Sebbene il cammino verso un'economia fondata quasi al 100% sulle rinnovabili sia estremamente difficoltoso, l'India ha comunque bisogno delle fonti alternative per soddisfare la crescita interna dei consumi elettrici.

A fronte di aumento della domanda di energia destinato ad accentuarsi nei prossimi decenni, il grande Paese asiatico ha scarse riserve di petrolio e riserve di carbone in parte non accessibili ed è attualmente costretto a importare fonti fossili, ponendosi in una condizione di vulnerabilità economica rispetto agli Stati esportatori.

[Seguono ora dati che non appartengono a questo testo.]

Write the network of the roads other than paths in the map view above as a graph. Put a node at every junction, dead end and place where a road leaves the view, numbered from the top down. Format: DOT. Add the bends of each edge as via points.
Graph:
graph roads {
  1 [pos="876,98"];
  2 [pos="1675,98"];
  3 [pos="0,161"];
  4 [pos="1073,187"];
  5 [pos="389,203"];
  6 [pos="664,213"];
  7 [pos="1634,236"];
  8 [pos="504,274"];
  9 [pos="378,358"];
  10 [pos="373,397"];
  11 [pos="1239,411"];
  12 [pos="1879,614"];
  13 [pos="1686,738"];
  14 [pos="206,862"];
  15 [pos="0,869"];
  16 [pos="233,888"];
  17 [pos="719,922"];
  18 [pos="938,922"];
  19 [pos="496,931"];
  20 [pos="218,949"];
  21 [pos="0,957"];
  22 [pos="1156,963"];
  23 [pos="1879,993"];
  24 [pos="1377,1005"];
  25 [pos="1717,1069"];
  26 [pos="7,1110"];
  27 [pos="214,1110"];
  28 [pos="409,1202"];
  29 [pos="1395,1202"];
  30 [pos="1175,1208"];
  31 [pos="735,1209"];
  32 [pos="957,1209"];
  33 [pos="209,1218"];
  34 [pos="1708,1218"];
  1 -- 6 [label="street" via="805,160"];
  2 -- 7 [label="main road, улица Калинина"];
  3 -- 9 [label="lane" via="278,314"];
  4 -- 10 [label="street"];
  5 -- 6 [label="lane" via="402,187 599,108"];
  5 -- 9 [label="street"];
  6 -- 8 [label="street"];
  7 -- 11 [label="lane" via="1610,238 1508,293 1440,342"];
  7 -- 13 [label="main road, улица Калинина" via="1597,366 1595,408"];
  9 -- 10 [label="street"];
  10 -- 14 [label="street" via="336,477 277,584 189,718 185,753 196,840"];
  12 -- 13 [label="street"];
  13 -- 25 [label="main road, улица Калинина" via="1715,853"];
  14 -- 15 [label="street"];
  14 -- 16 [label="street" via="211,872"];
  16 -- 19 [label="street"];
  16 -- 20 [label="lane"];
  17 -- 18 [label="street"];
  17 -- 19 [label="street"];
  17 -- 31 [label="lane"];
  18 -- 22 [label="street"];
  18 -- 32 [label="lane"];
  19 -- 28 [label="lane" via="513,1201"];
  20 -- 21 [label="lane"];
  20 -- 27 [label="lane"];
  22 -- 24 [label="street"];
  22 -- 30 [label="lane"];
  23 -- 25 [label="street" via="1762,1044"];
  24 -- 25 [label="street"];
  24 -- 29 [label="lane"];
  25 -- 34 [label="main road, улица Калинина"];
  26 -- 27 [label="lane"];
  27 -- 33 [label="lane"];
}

Il potenziamento delle rinnovabili - in particolare eolico, solare, idroelettrico - consentirebbe pertanto all'India di rendersi maggiormente autosufficiente e di consolidare la propria economia.

Inoltre, il confronto tra i due modelli condotto dal WWF mostra come il Reference Scenario comporti anche un innalzamento progressivo della domanda di energia, che costerebbe comunque caro al Paese asiatico, determinando una spesa solo del 10% inferiore rispetto a quella necessaria per tradurre in pratica il 100% Renewable Energy Scenario. Senza contare il risparmio in termini di emissioni di CO2 che questo secondo modello di sviluppo consentirebbe di realizzare.

In conclusione, l'India si trova oggi a dover scegliere tra due cammini, uno più semplice ma, sul lungo periodo, più costoso e insostenibile, e l'altro più complesso e difficile da pianificare, ma che le consentirebbe di raggiungere una maggiore autonomia energetica e un maggiore livello di sviluppo sociale e tecnologico.